Endlich ein Vernunfts-Ja zum Rahmenabkommen
Was bisher geschah: Die FDP-Fraktion hat sich während eines Seminars mit dem Rahmenabkommen zwischen der Schweiz und der EU befasst. Mit dabei war FDP-Bundesrat Ignazio Cassis, der sich als Aussenminister für das Abkommen ins Zeug legt. Und offensichtlich gelang es ihm, seine Fraktion zu überzeugen. Sie kommunizierte danach ein «Ja aus Vernunft».
Was Sie wissen müssen: Begeisterung klingt anders, aber ein Vernunfts-Ja ist mehr als alles, was andere grosse Akteure bisher gesagt haben. Die Gewerkschaften, die SP und die SVP sagen kategorisch Nein zum Abkommen. Die CVP und die Wirtschaftsverbände (Economiesuisse, Schweizerischer Arbeitgeberverband und Schweizerischer Gewerbeverband) sagen «Ja, aber». Auch die Kantone sind skeptisch. Und bei genauerer Betrachtung trägt auch die FDP ihr Vernunfts-Ja mit brüchiger Stimme vor: Das Abkommen müsse nicht nachverhandelt werden, schreibt die Partei. Aber drei Punkte seien in Gesprächen mit der EU noch zu konkretisieren.
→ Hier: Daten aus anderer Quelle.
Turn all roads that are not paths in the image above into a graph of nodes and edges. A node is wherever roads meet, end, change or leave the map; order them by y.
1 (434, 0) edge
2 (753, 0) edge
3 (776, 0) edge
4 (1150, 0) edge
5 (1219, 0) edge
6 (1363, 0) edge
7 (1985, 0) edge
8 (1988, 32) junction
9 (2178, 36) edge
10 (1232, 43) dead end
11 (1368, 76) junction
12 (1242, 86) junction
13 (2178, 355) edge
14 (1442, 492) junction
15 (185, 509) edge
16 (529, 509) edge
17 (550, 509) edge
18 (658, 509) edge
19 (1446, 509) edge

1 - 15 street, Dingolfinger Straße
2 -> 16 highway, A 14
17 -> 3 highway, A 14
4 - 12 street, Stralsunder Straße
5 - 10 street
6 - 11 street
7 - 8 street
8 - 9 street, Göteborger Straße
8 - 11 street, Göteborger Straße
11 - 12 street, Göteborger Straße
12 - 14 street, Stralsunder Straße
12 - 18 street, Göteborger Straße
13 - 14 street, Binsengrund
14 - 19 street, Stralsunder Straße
Wie es weitergeht: Neben der FDP stehen bis jetzt nur zwei kleine Parteien (die Grünliberale Partei und die SVP-Abspaltung BDP) hinter dem Rahmenabkommen. Das reicht nicht. Ohne CVP und SP ist eine europapolitische Abstimmung nicht zu gewinnen. Doch die Debatte gewinnt an Breite und an Gründlichkeit, etwa via den Appell «Die Schweiz in Europa». Wie der Gesamtbundesrat in der Sache weiterfahren möchte, ist noch nicht klar. Wahrscheinlich sucht er weiterhin keine Entscheidung, sondern nur Zeitgewinn.
Transfer der Woche
Der Wechsel wäre kaum eine Meldung wert, wenn er nicht so gut orchestriert wäre: Chantal Galladé, langjährige Nationalrätin der SP, wechselt die Partei. Sie geht zur Grünliberalen Partei. Das erzählte sie dem «Tages-Anzeiger» in einem langen Interview. «Keinen Groll» hege sie gegenüber ihrer alten Partei. Wohl darum kündigt sie ihren Schritt just an dem Tag an, an dem in Zürich die Unterlagen für die Kantonswahlen eintreffen.
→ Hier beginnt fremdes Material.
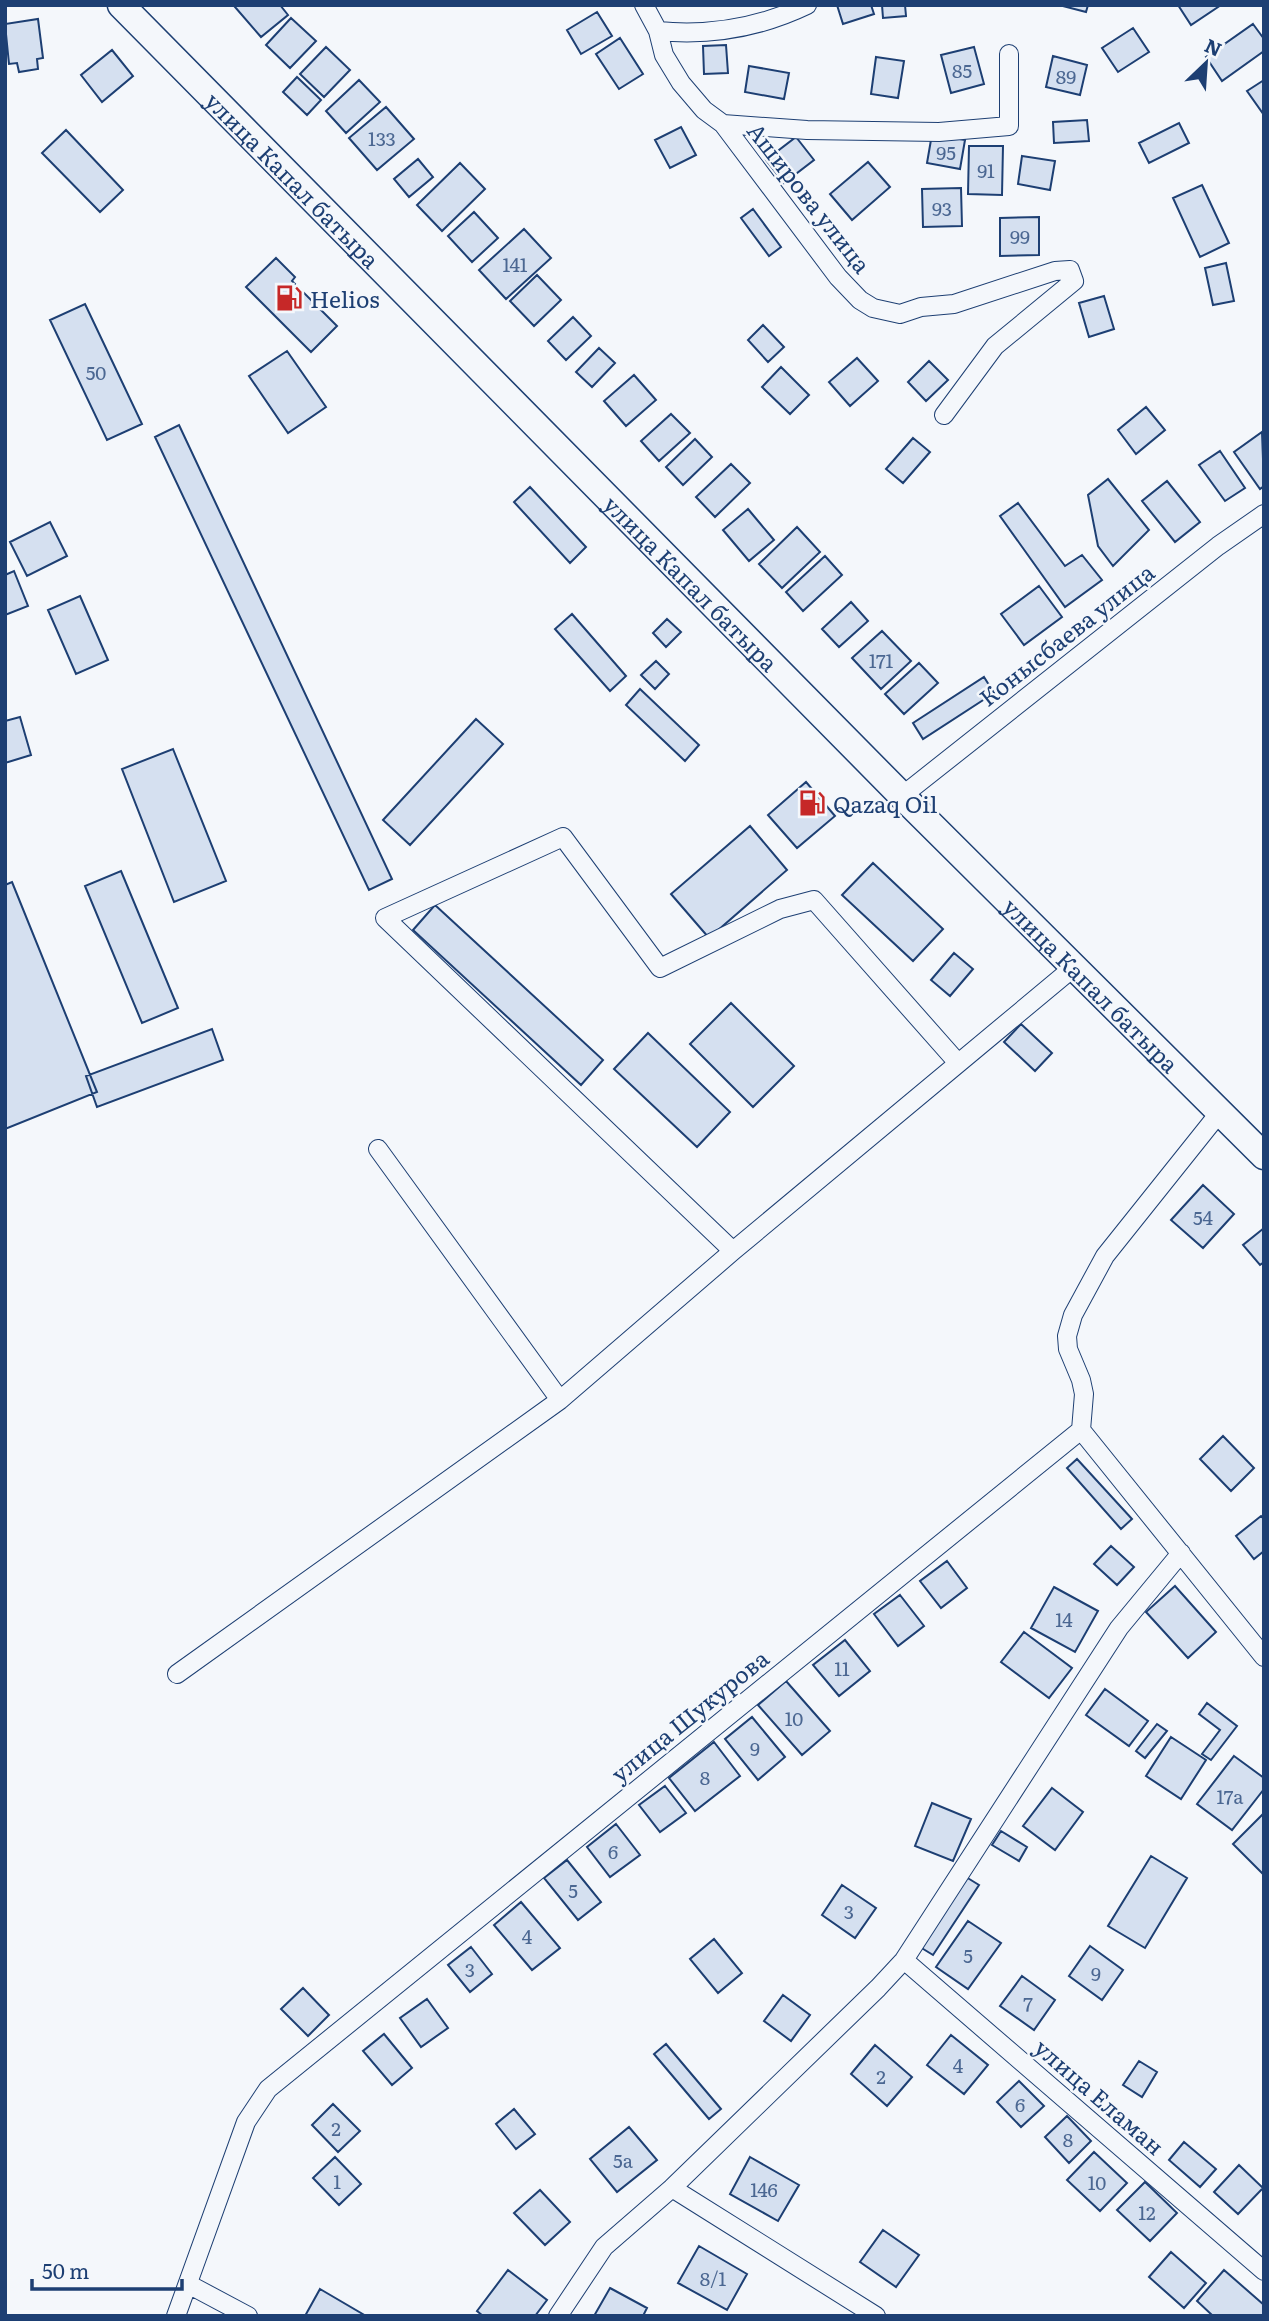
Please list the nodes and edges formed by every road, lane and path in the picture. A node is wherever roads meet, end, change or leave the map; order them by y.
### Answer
1 (121, 5) edge
2 (645, 5) edge
3 (807, 5) edge
4 (658, 31) junction
5 (1009, 54) dead end
6 (723, 124) junction
7 (944, 415) dead end
8 (1264, 514) edge
9 (902, 796) junction
10 (1074, 967) junction
11 (958, 1063) junction
12 (1220, 1112) junction
13 (378, 1149) dead end
14 (1264, 1156) edge
15 (733, 1251) junction
16 (559, 1400) junction
17 (1081, 1430) junction
18 (1181, 1553) junction
19 (1264, 1657) edge
20 (177, 1674) dead end
21 (904, 1960) junction
22 (672, 2188) junction
23 (1264, 2271) edge
24 (188, 2284) junction
25 (176, 2316) edge
26 (248, 2316) edge
27 (558, 2316) edge
28 (876, 2316) edge

1 - 9 main road, улица Капал батыра
2 - 4 street
3 - 4 street
4 - 6 street
5 - 6 street
6 - 7 street, Аширова улица
8 - 9 street, Конысбаева улица
9 - 10 main road, улица Капал батыра
10 - 11 street
10 - 12 main road, улица Капал батыра
11 - 15 street
11 - 15 street
12 - 14 main road, улица Капал батыра
12 - 17 street
13 - 16 street
15 - 16 street
16 - 20 street
17 - 18 street
17 - 24 street, улица Шукурова
18 - 19 street
18 - 21 street
21 - 22 street
21 - 23 street, улица Еламан
22 - 27 street
22 - 28 street
24 - 25 street, улица Шукурова
24 - 26 street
Galladé ist heute Schulpräsidentin in Winterthur und hat kein hohes politisches Amt mehr. Doch ihr Parteiwechsel strahlt weit über die Zürcher Stadt hinaus. Denn es habe da etwas gegeben, sagt Galladé, was das Fass zum Überlaufen gebracht habe: «Die abwehrende Haltung der Gewerkschaften und in deren Schlepptau der SP» gegen das Rahmenabkommen mit der EU. Sie wirft der SP vor, «stur auf einem ideologischen Kurs» zu verharren, und lobt ihre neue Partei als «lösungsorientiert, faktenbasiert».
Damit schlägt Galladé exakt in die Kerbe, die für ihre alte Partei zu einem gefährlichen Riss werden könnte. Darum das grosse Echo, das einen weiteren Aspekt ihres Wechsels völlig übertönt: Bei der GLP hat Galladé viel bessere Chancen, eines Tages ein neues hohes politisches Amt zu erlangen, als bei der SP.